Sedari awal pertemuan aku sudah langsung menanamkan bibit tidak suka terhadap calon mertua perempuanku. Ia sudah lama menjanda. Pengaruhnya sangat dominan terhadap keluarga. Terutama sang putra sulung. Kurasa dialah yang mempengaruhi putranya untuk mengambil putusan mengambilku sebagai istri.
Tanpa mengindahkan kepantasan, di hadapan kedua orangtuaku ia membisiki putranya dengan suara yang volumenya tidak dikecilkan.
"Lihat dadanya." Ia menunjuk tubuhku yang saat itu tengah berlutut di hadapan mereka untuk menyajikan teh. "Ia pasti subur. Akan melahirkan banyak putra untukmu."
Sepertinya ia menganggapku ternak peliharaan yang diharapkan bakal memberikan banyak keturunan untuk keluarga Tsang. Sangat menyebalkan!
Dua minggu kemudian proses pernikahan kami dilaksanakan secara adat.

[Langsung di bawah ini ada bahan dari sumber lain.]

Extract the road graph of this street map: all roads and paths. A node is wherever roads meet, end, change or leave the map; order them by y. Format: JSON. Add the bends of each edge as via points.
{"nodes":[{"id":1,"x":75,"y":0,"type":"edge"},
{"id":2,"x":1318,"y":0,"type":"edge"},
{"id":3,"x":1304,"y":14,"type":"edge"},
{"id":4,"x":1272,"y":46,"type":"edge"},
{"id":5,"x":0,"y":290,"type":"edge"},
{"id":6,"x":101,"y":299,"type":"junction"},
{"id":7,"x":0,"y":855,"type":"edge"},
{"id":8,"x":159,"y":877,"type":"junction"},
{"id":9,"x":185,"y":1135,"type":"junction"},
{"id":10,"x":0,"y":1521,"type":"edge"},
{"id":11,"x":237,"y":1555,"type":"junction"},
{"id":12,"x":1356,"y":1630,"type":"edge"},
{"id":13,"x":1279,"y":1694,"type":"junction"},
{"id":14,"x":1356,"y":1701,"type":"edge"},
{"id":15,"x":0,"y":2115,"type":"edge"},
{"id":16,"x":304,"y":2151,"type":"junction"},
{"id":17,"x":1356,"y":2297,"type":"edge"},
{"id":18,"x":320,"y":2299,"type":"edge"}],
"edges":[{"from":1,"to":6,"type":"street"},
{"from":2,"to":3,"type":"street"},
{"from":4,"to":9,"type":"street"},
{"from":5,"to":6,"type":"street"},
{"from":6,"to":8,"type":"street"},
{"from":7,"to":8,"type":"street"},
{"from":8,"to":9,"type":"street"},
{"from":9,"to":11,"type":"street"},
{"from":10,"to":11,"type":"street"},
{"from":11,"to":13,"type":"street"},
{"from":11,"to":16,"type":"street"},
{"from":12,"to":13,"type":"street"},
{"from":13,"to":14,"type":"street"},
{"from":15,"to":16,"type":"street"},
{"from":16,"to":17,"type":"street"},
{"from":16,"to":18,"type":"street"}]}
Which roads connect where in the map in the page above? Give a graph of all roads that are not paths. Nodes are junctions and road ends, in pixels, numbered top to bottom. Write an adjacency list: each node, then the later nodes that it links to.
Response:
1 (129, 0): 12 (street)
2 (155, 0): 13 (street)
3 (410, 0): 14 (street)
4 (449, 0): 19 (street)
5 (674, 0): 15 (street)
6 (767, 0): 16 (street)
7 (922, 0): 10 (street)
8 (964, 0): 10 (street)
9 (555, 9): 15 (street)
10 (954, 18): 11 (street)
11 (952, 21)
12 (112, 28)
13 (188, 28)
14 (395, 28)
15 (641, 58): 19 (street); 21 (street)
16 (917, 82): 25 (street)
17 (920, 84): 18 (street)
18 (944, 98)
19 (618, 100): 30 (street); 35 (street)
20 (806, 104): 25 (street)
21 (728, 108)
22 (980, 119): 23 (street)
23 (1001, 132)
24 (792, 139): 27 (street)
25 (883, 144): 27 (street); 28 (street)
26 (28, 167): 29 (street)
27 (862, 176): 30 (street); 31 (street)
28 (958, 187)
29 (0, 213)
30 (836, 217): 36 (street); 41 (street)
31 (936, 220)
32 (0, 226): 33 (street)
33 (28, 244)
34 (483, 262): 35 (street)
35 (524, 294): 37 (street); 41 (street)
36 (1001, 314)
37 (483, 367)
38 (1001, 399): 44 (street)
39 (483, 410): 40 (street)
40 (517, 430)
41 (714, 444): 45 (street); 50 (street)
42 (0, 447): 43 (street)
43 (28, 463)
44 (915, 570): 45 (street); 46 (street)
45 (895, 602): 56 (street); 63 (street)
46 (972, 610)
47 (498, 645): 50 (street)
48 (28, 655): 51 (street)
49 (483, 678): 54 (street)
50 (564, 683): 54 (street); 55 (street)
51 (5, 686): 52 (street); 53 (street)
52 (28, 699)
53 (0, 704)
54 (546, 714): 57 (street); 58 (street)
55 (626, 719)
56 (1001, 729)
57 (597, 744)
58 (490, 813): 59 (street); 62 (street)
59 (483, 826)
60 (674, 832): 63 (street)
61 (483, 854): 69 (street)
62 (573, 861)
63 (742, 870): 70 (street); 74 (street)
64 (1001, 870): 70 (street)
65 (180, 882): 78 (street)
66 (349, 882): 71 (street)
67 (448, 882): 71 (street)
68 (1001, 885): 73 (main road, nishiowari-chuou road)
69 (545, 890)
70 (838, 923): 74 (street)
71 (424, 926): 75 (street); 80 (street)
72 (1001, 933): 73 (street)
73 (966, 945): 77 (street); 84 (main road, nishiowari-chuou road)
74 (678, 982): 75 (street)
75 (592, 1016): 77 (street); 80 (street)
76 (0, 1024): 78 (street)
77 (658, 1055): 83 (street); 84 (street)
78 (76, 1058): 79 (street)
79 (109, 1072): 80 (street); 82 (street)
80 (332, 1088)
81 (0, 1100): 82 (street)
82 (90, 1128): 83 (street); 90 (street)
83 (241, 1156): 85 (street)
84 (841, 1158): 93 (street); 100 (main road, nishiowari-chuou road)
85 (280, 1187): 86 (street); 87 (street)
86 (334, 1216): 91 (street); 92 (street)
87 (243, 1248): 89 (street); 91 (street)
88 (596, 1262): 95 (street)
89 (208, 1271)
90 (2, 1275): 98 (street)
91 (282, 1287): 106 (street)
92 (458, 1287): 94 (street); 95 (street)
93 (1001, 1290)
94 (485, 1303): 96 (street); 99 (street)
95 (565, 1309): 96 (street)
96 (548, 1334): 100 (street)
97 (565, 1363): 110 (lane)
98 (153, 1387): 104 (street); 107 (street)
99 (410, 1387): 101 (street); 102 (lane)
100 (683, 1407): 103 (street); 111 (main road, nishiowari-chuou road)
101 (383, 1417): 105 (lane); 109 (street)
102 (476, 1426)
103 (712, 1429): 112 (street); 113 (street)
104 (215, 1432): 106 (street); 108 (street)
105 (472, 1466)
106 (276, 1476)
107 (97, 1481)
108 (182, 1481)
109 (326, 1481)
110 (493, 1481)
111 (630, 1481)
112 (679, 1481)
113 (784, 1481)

Tuan Tsang menolak penyelenggaraan pesta secara besar-besaran. Kurasa kegagalan pernikahannya dulu meninggalkan trauma cukup berat untuknya.
Suamiku lelaki yang sangat tidak menarik. Tubuhnya tambun. Gerak-geriknya lamban. Mencerminkan sosok penikmat hidup keduniawian. Dingin dan sangat irit bicara.Â
Sikapnya terhadapku canggung. Tidak punya inisiatif mengambil langkah untuk mengakrabiku sebagai calon istrinya.
Beberapa kali kudapati ia sedang memandangku, namun segera membuang muka bila kubalas tatapannya. Ini menunjukkan rasa percaya dirinya yang payah.Â
Namun bagaimanapun ia kini adalah satu-satunya tumpuan harapanku bagi kelangsungan hidup dan reputasi keluarga. Aku harus mempersiapkan diri untuk mendekati serta bernegosiasi dengannya.
Upayaku dimulai dari kamar pengantin pada malam pertama kebersamaan kami.
Aku duduk bersimpuh di lantai kamar menantikan kedatangan sang pengantin pria. Wajahku tertutup kain cadar merah yang berat menyesakkan.